Data supplied
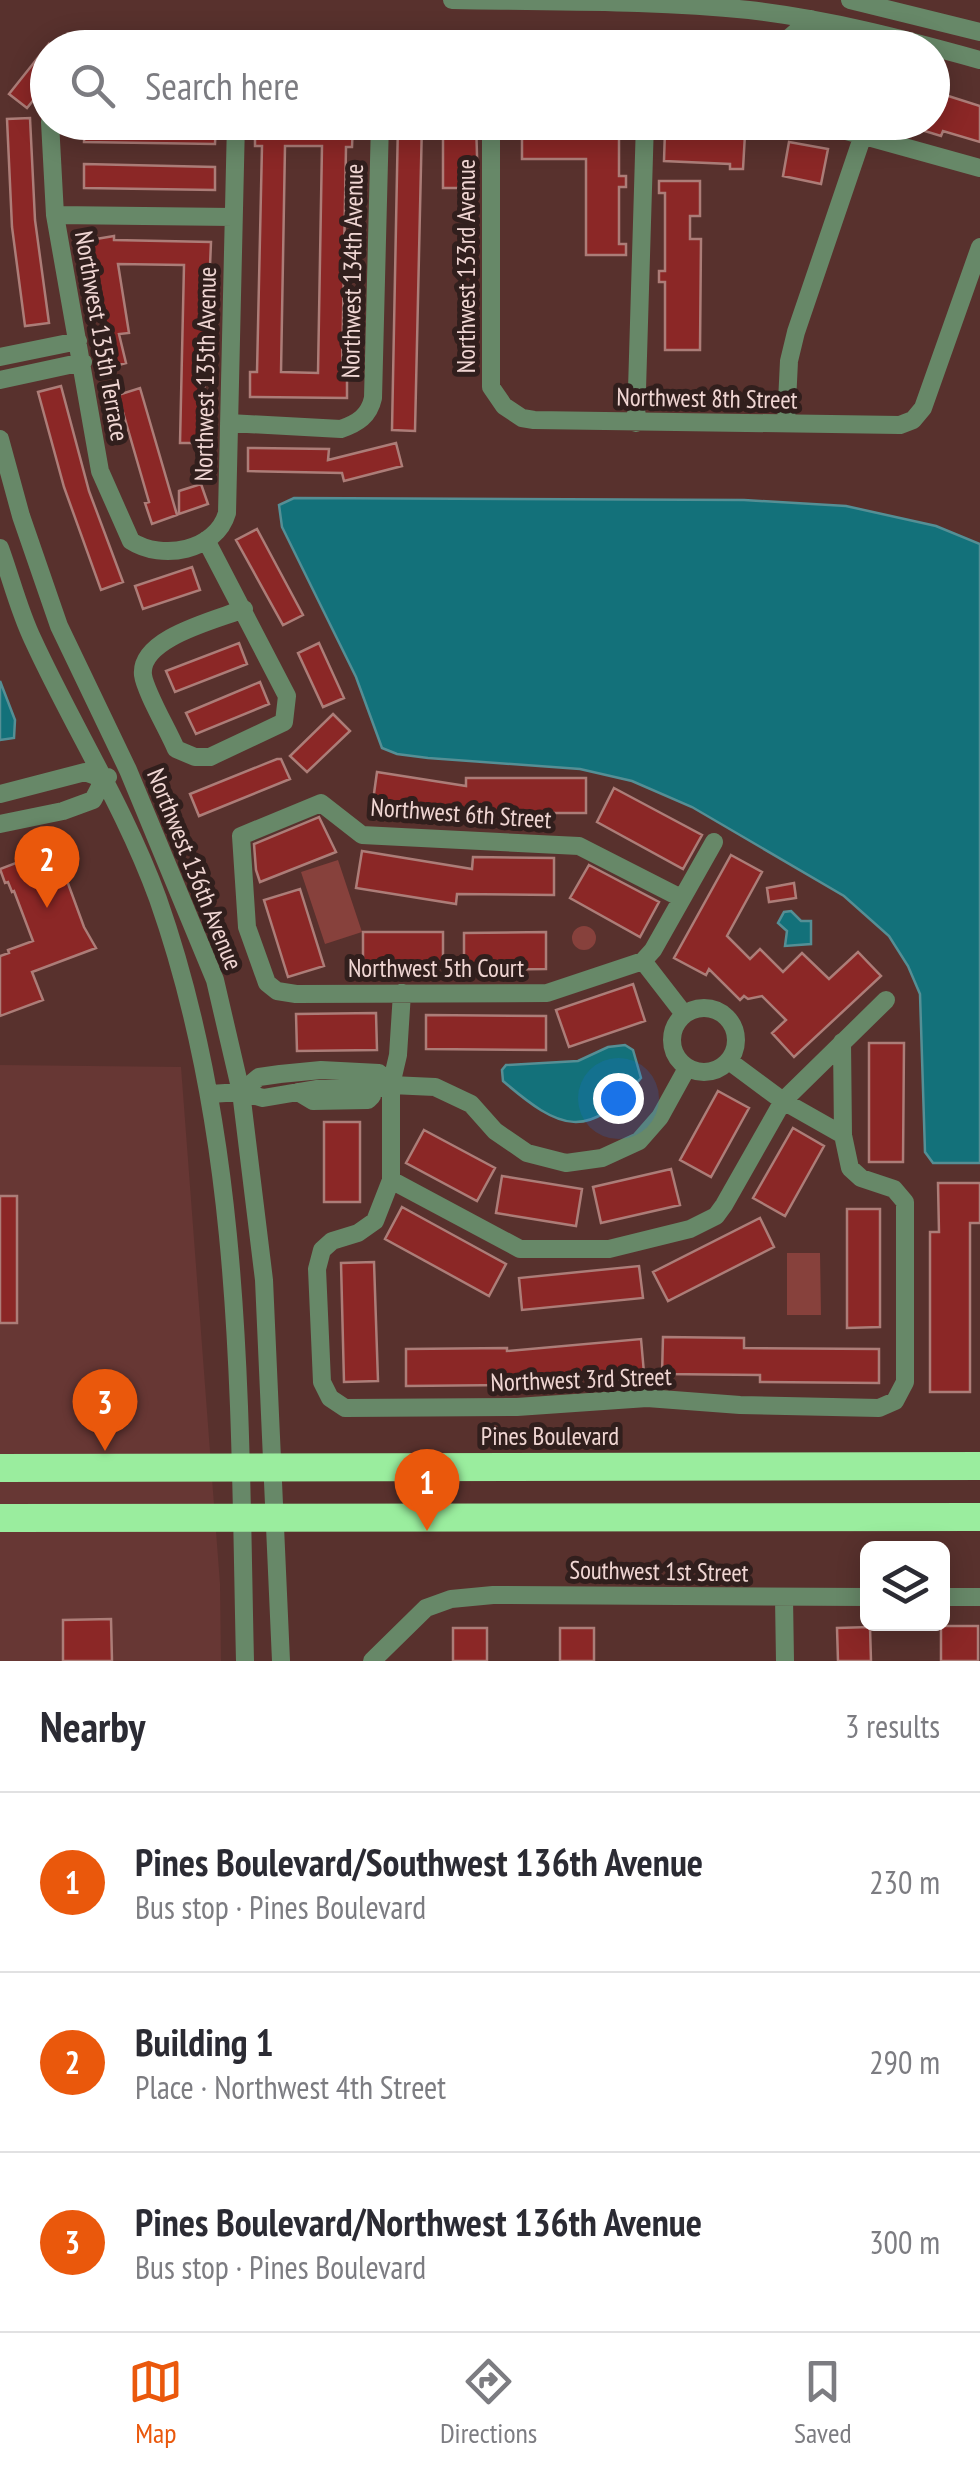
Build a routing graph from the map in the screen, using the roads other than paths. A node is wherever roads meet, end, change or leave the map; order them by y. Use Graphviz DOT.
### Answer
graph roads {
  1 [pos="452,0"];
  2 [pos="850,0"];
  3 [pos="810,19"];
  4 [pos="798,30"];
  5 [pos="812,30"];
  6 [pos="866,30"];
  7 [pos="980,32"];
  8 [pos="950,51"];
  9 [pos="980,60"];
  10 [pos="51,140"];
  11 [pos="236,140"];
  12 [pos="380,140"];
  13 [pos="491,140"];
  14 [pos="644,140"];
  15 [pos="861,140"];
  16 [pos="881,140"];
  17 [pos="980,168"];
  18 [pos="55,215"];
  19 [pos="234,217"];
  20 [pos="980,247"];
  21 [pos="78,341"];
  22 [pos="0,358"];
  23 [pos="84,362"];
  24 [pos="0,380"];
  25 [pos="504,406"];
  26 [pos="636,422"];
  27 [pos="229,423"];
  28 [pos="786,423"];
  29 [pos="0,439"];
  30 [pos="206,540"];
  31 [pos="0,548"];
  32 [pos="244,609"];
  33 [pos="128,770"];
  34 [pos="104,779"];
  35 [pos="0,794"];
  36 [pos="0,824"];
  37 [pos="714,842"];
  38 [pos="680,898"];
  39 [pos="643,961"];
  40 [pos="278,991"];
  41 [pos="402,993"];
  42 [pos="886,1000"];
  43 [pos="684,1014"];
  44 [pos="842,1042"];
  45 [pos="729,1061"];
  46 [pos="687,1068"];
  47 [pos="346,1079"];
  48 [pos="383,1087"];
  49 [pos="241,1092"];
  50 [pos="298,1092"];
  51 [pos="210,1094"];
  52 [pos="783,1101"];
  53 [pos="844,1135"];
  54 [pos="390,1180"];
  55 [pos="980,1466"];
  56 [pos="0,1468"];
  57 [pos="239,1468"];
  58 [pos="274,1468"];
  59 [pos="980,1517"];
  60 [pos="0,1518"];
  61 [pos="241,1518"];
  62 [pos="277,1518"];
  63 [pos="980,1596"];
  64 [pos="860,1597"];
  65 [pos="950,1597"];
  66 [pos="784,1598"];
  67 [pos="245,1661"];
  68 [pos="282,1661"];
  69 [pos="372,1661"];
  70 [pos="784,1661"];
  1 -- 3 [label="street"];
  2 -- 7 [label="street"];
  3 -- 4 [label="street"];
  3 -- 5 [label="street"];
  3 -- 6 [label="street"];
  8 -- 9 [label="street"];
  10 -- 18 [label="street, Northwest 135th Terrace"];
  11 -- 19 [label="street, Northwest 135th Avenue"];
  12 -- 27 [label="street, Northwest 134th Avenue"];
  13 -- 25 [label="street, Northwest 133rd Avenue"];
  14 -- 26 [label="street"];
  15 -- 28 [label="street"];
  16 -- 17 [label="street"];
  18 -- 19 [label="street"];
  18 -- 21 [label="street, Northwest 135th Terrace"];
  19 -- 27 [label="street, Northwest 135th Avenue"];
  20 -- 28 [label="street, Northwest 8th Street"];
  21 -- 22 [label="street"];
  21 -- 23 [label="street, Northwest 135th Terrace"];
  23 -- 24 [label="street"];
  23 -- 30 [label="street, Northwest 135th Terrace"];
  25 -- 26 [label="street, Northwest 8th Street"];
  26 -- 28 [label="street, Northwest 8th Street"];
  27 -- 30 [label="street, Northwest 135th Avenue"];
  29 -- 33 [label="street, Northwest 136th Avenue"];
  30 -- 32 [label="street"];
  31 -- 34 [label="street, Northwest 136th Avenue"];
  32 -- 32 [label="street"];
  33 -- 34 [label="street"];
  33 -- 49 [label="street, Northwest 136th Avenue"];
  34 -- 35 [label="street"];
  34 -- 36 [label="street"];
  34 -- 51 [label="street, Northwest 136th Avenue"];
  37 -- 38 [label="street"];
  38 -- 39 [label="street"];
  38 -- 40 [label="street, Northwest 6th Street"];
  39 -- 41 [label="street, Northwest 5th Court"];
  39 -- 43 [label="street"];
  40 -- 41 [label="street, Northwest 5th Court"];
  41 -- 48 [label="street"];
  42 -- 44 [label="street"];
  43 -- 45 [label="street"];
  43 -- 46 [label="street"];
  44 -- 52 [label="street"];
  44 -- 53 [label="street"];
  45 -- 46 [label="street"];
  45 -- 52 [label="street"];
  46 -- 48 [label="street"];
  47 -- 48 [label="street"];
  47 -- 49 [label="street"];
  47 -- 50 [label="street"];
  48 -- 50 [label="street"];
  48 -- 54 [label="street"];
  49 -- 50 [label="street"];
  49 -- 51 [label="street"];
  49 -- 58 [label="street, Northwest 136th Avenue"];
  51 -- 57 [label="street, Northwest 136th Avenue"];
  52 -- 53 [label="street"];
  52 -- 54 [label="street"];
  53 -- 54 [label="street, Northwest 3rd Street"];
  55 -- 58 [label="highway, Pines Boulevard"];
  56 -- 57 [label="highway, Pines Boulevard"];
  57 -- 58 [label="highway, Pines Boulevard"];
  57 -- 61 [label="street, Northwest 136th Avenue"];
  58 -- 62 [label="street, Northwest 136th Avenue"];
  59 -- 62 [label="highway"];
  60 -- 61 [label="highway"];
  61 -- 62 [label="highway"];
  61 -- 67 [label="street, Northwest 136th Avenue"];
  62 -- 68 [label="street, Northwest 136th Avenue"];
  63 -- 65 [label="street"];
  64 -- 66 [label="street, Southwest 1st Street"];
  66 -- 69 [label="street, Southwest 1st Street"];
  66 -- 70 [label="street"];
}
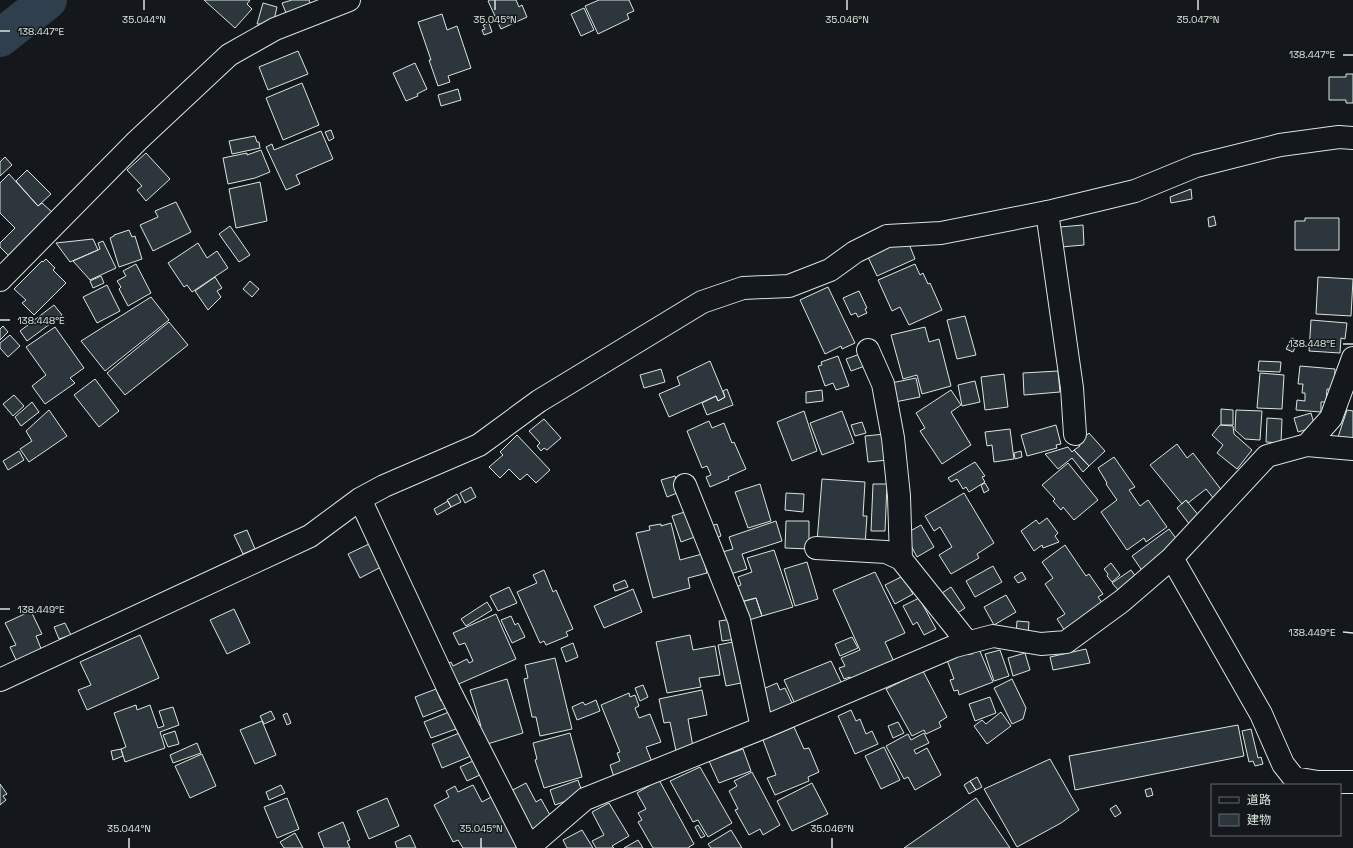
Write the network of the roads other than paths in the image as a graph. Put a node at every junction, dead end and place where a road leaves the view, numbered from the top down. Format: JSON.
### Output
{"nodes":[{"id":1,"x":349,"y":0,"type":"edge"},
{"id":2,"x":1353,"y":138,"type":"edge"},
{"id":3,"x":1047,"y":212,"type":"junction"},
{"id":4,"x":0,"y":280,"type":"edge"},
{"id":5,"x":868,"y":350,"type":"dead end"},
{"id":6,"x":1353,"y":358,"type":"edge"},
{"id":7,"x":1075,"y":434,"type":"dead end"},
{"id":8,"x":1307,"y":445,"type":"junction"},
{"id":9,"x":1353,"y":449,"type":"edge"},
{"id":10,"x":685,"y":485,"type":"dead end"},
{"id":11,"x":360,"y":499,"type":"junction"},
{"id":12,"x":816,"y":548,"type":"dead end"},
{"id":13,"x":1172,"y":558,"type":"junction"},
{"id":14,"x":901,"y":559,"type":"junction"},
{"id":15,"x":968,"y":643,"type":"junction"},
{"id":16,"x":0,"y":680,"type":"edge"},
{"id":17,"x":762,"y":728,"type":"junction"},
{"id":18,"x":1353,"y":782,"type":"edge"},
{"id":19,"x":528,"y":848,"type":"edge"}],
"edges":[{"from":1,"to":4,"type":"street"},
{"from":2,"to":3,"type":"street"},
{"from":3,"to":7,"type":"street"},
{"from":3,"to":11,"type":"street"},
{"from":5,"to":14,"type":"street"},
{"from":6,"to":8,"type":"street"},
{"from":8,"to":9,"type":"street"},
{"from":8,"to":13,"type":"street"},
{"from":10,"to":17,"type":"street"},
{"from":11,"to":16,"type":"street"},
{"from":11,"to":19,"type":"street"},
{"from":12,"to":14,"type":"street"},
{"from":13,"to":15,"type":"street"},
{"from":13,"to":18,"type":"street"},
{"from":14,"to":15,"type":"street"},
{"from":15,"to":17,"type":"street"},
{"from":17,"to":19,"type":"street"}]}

Task details
Write out the data again word for word, minus any images.

Answer section
Build a routing graph from the map in the screen, using the roads other than paths. A node is wherever roads meet, end, change or leave the map; order them by y. Use Graphviz DOT.
### Answer
graph roads {
  1 [pos="452,0"];
  2 [pos="850,0"];
  3 [pos="810,19"];
  4 [pos="798,30"];
  5 [pos="812,30"];
  6 [pos="866,30"];
  7 [pos="980,32"];
  8 [pos="950,51"];
  9 [pos="980,60"];
  10 [pos="51,140"];
  11 [pos="236,140"];
  12 [pos="380,140"];
  13 [pos="491,140"];
  14 [pos="644,140"];
  15 [pos="861,140"];
  16 [pos="881,140"];
  17 [pos="980,168"];
  18 [pos="55,215"];
  19 [pos="234,217"];
  20 [pos="980,247"];
  21 [pos="78,341"];
  22 [pos="0,358"];
  23 [pos="84,362"];
  24 [pos="0,380"];
  25 [pos="504,406"];
  26 [pos="636,422"];
  27 [pos="229,423"];
  28 [pos="786,423"];
  29 [pos="0,439"];
  30 [pos="206,540"];
  31 [pos="0,548"];
  32 [pos="244,609"];
  33 [pos="128,770"];
  34 [pos="104,779"];
  35 [pos="0,794"];
  36 [pos="0,824"];
  37 [pos="714,842"];
  38 [pos="680,898"];
  39 [pos="643,961"];
  40 [pos="278,991"];
  41 [pos="402,993"];
  42 [pos="886,1000"];
  43 [pos="684,1014"];
  44 [pos="842,1042"];
  45 [pos="729,1061"];
  46 [pos="687,1068"];
  47 [pos="346,1079"];
  48 [pos="383,1087"];
  49 [pos="241,1092"];
  50 [pos="298,1092"];
  51 [pos="210,1094"];
  52 [pos="783,1101"];
  53 [pos="844,1135"];
  54 [pos="390,1180"];
  55 [pos="980,1466"];
  56 [pos="0,1468"];
  57 [pos="239,1468"];
  58 [pos="274,1468"];
  59 [pos="980,1517"];
  60 [pos="0,1518"];
  61 [pos="241,1518"];
  62 [pos="277,1518"];
  63 [pos="980,1596"];
  64 [pos="860,1597"];
  65 [pos="950,1597"];
  66 [pos="784,1598"];
  67 [pos="245,1661"];
  68 [pos="282,1661"];
  69 [pos="372,1661"];
  70 [pos="784,1661"];
  1 -- 3 [label="street"];
  2 -- 7 [label="street"];
  3 -- 4 [label="street"];
  3 -- 5 [label="street"];
  3 -- 6 [label="street"];
  8 -- 9 [label="street"];
  10 -- 18 [label="street, Northwest 135th Terrace"];
  11 -- 19 [label="street, Northwest 135th Avenue"];
  12 -- 27 [label="street, Northwest 134th Avenue"];
  13 -- 25 [label="street, Northwest 133rd Avenue"];
  14 -- 26 [label="street"];
  15 -- 28 [label="street"];
  16 -- 17 [label="street"];
  18 -- 19 [label="street"];
  18 -- 21 [label="street, Northwest 135th Terrace"];
  19 -- 27 [label="street, Northwest 135th Avenue"];
  20 -- 28 [label="street, Northwest 8th Street"];
  21 -- 22 [label="street"];
  21 -- 23 [label="street, Northwest 135th Terrace"];
  23 -- 24 [label="street"];
  23 -- 30 [label="street, Northwest 135th Terrace"];
  25 -- 26 [label="street, Northwest 8th Street"];
  26 -- 28 [label="street, Northwest 8th Street"];
  27 -- 30 [label="street, Northwest 135th Avenue"];
  29 -- 33 [label="street, Northwest 136th Avenue"];
  30 -- 32 [label="street"];
  31 -- 34 [label="street, Northwest 136th Avenue"];
  32 -- 32 [label="street"];
  33 -- 34 [label="street"];
  33 -- 49 [label="street, Northwest 136th Avenue"];
  34 -- 35 [label="street"];
  34 -- 36 [label="street"];
  34 -- 51 [label="street, Northwest 136th Avenue"];
  37 -- 38 [label="street"];
  38 -- 39 [label="street"];
  38 -- 40 [label="street, Northwest 6th Street"];
  39 -- 41 [label="street, Northwest 5th Court"];
  39 -- 43 [label="street"];
  40 -- 41 [label="street, Northwest 5th Court"];
  41 -- 48 [label="street"];
  42 -- 44 [label="street"];
  43 -- 45 [label="street"];
  43 -- 46 [label="street"];
  44 -- 52 [label="street"];
  44 -- 53 [label="street"];
  45 -- 46 [label="street"];
  45 -- 52 [label="street"];
  46 -- 48 [label="street"];
  47 -- 48 [label="street"];
  47 -- 49 [label="street"];
  47 -- 50 [label="street"];
  48 -- 50 [label="street"];
  48 -- 54 [label="street"];
  49 -- 50 [label="street"];
  49 -- 51 [label="street"];
  49 -- 58 [label="street, Northwest 136th Avenue"];
  51 -- 57 [label="street, Northwest 136th Avenue"];
  52 -- 53 [label="street"];
  52 -- 54 [label="street"];
  53 -- 54 [label="street, Northwest 3rd Street"];
  55 -- 58 [label="highway, Pines Boulevard"];
  56 -- 57 [label="highway, Pines Boulevard"];
  57 -- 58 [label="highway, Pines Boulevard"];
  57 -- 61 [label="street, Northwest 136th Avenue"];
  58 -- 62 [label="street, Northwest 136th Avenue"];
  59 -- 62 [label="highway"];
  60 -- 61 [label="highway"];
  61 -- 62 [label="highway"];
  61 -- 67 [label="street, Northwest 136th Avenue"];
  62 -- 68 [label="street, Northwest 136th Avenue"];
  63 -- 65 [label="street"];
  64 -- 66 [label="street, Southwest 1st Street"];
  66 -- 69 [label="street, Southwest 1st Street"];
  66 -- 70 [label="street"];
}
Write the network of the roads other than paths in the image as a graph. Put a node at every junction, dead end and place where a road leaves the view, numbered from the top down. Format: JSON.
### Output
{"nodes":[{"id":1,"x":349,"y":0,"type":"edge"},
{"id":2,"x":1353,"y":138,"type":"edge"},
{"id":3,"x":1047,"y":212,"type":"junction"},
{"id":4,"x":0,"y":280,"type":"edge"},
{"id":5,"x":868,"y":350,"type":"dead end"},
{"id":6,"x":1353,"y":358,"type":"edge"},
{"id":7,"x":1075,"y":434,"type":"dead end"},
{"id":8,"x":1307,"y":445,"type":"junction"},
{"id":9,"x":1353,"y":449,"type":"edge"},
{"id":10,"x":685,"y":485,"type":"dead end"},
{"id":11,"x":360,"y":499,"type":"junction"},
{"id":12,"x":816,"y":548,"type":"dead end"},
{"id":13,"x":1172,"y":558,"type":"junction"},
{"id":14,"x":901,"y":559,"type":"junction"},
{"id":15,"x":968,"y":643,"type":"junction"},
{"id":16,"x":0,"y":680,"type":"edge"},
{"id":17,"x":762,"y":728,"type":"junction"},
{"id":18,"x":1353,"y":782,"type":"edge"},
{"id":19,"x":528,"y":848,"type":"edge"}],
"edges":[{"from":1,"to":4,"type":"street"},
{"from":2,"to":3,"type":"street"},
{"from":3,"to":7,"type":"street"},
{"from":3,"to":11,"type":"street"},
{"from":5,"to":14,"type":"street"},
{"from":6,"to":8,"type":"street"},
{"from":8,"to":9,"type":"street"},
{"from":8,"to":13,"type":"street"},
{"from":10,"to":17,"type":"street"},
{"from":11,"to":16,"type":"street"},
{"from":11,"to":19,"type":"street"},
{"from":12,"to":14,"type":"street"},
{"from":13,"to":15,"type":"street"},
{"from":13,"to":18,"type":"street"},
{"from":14,"to":15,"type":"street"},
{"from":15,"to":17,"type":"street"},
{"from":17,"to":19,"type":"street"}]}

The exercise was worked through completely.